__What to work on__: Nothing but the lines from the one containing "middle dip: (268, 234)" through the one containing "ring tip: (290, 281)", both included, should be given again, each exactly as written below.
☆ ☆ ☆ ☆
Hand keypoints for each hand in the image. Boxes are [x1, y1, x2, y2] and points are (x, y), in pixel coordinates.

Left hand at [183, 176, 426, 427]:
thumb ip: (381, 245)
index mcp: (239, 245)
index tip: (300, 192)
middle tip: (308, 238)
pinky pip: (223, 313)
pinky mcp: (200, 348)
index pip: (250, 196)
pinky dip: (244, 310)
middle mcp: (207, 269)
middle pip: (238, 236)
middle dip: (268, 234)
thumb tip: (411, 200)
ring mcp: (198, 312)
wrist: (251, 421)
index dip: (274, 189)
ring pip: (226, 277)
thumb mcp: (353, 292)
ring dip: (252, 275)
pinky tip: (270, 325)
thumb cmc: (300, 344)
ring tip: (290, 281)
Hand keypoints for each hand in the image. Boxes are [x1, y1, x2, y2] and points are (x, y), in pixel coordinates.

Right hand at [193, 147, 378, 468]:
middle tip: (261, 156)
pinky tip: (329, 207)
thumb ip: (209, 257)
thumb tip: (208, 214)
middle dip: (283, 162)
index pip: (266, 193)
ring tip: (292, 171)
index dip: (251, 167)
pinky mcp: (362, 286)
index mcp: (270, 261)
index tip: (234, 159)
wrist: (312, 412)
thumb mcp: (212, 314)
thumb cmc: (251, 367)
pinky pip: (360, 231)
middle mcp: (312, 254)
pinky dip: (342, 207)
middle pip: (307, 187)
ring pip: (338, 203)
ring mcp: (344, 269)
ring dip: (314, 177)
☆ ☆ ☆ ☆
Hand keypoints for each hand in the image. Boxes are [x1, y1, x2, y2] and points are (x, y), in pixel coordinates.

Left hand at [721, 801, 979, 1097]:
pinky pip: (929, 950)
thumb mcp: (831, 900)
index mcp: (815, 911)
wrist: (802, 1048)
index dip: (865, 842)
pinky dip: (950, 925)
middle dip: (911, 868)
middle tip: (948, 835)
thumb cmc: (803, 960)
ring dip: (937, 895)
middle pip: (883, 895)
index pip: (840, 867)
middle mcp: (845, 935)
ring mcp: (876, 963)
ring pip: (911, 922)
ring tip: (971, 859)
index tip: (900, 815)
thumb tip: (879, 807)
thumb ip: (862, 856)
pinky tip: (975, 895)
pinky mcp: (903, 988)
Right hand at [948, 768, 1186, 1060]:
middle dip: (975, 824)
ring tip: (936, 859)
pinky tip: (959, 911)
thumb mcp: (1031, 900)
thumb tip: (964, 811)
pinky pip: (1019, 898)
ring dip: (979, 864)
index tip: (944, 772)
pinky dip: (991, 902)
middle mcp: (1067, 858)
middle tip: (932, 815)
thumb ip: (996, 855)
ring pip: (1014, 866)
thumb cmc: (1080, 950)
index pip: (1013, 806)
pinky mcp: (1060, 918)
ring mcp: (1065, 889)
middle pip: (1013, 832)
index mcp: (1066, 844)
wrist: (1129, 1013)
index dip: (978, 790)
☆ ☆ ☆ ☆
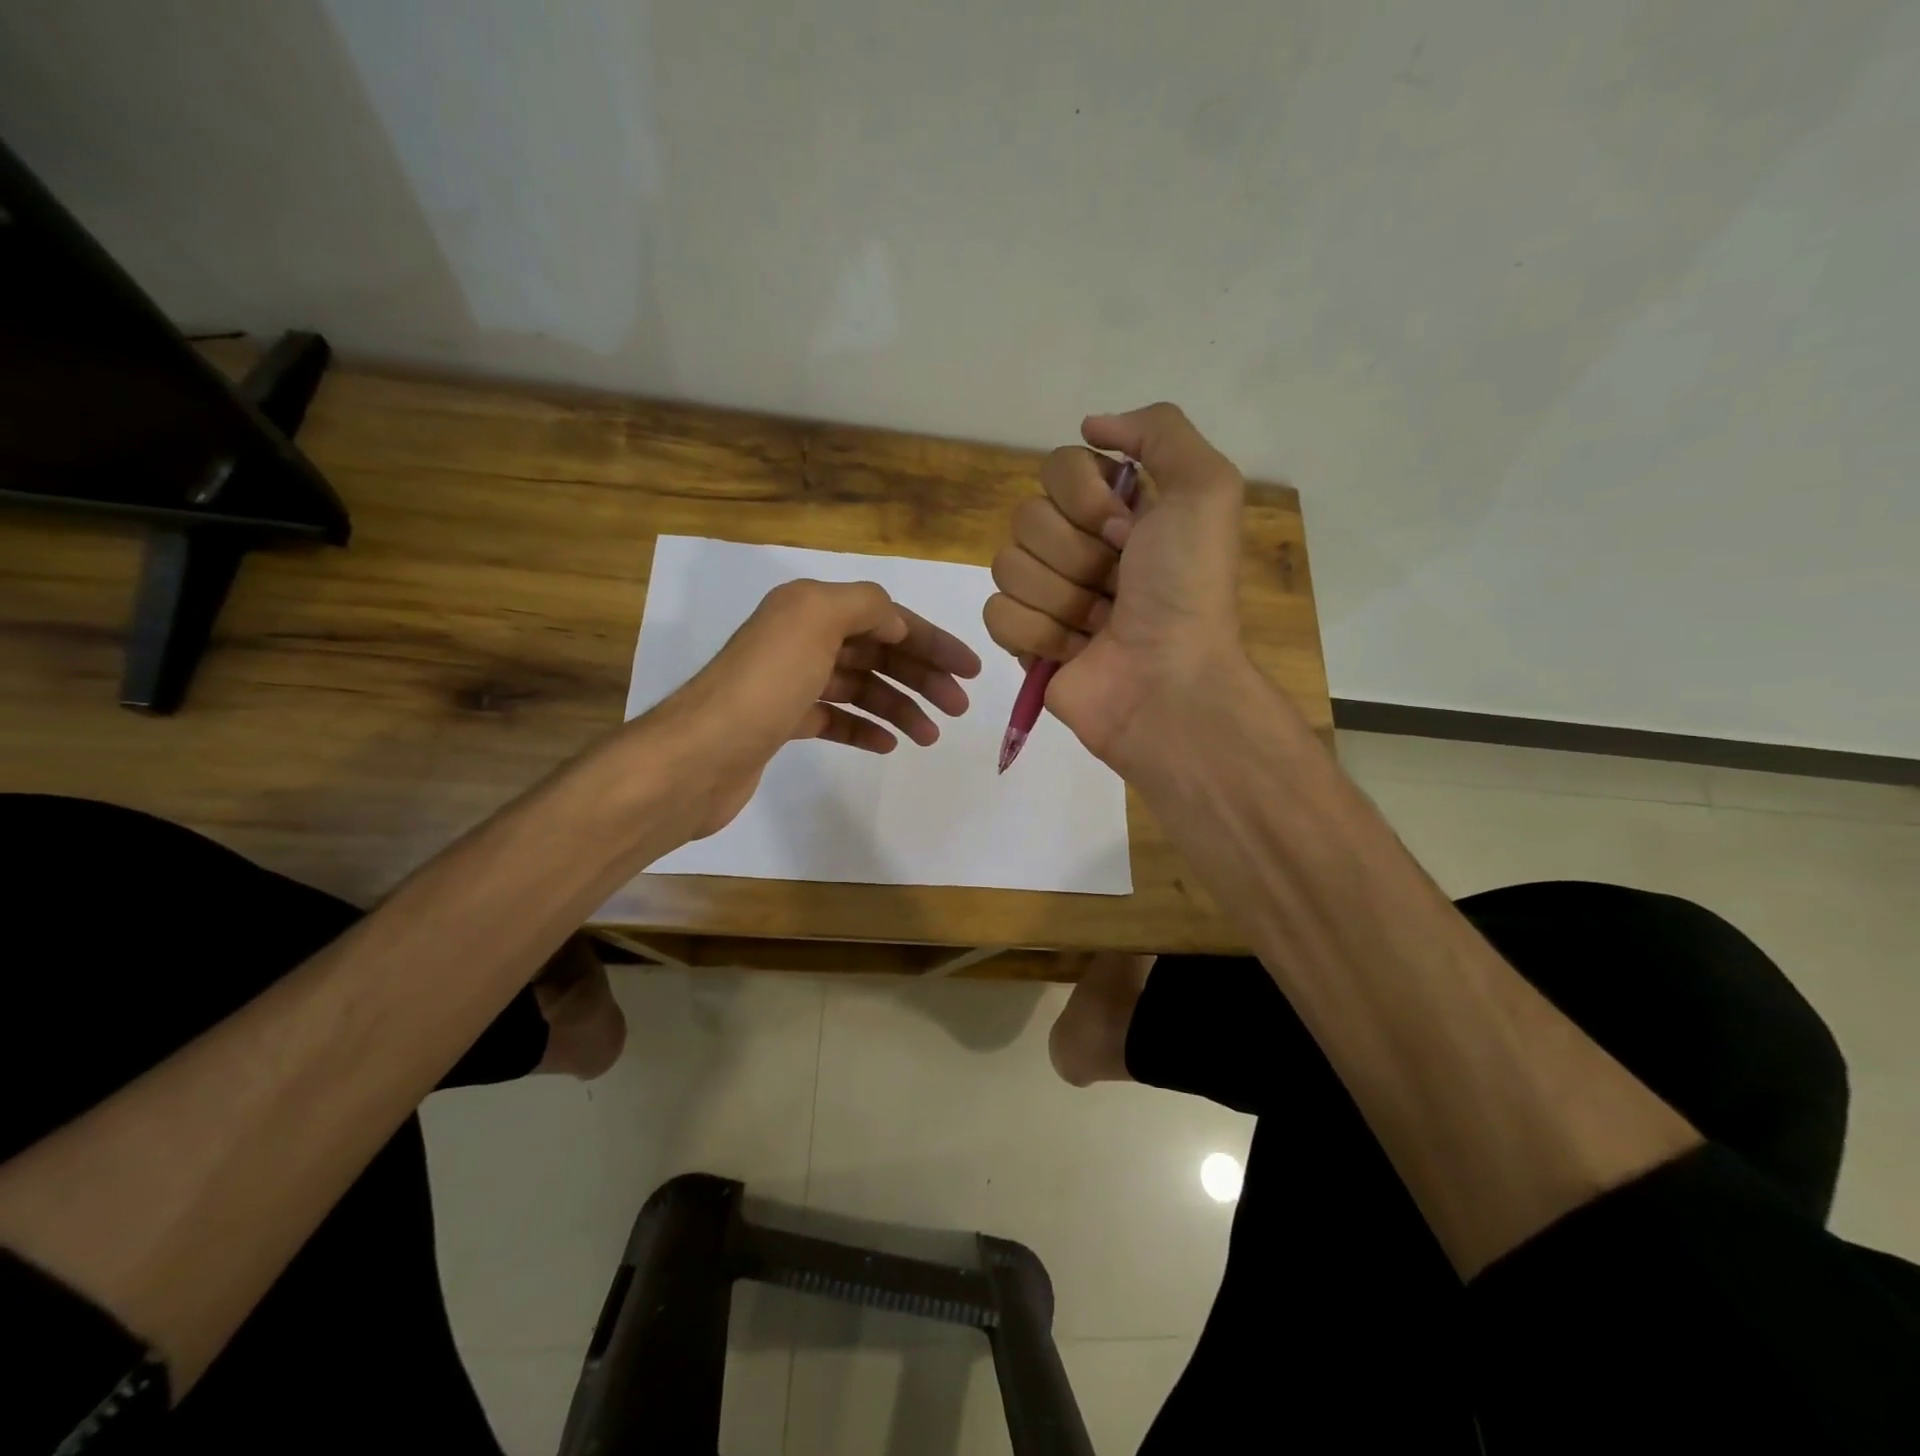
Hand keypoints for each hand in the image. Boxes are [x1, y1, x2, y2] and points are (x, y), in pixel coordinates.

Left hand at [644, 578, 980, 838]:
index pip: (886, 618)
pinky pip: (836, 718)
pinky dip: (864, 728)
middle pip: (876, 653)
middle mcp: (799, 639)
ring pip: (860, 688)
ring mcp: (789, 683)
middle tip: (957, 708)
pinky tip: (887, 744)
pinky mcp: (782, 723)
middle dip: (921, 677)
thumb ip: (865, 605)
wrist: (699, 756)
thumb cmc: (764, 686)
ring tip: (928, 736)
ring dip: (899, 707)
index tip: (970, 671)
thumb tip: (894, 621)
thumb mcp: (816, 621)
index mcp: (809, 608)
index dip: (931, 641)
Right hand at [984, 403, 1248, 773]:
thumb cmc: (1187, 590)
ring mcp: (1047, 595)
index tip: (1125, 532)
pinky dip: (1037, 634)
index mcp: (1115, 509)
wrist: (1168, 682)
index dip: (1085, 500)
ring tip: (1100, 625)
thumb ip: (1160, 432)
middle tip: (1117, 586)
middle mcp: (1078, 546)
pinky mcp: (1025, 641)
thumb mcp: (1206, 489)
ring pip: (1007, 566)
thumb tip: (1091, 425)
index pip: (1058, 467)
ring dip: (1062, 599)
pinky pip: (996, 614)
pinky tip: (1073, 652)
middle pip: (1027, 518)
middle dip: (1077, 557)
☆ ☆ ☆ ☆
__Answer space__:
middle dip: (268, 234)
thumb tip: (411, 200)
ring mcp: (198, 312)
wrist: (251, 421)
index dip: (274, 189)
ring pip: (226, 277)
thumb mcp: (353, 292)
ring dip: (252, 275)
pinky tip: (270, 325)
thumb cmc: (300, 344)
ring tip: (290, 281)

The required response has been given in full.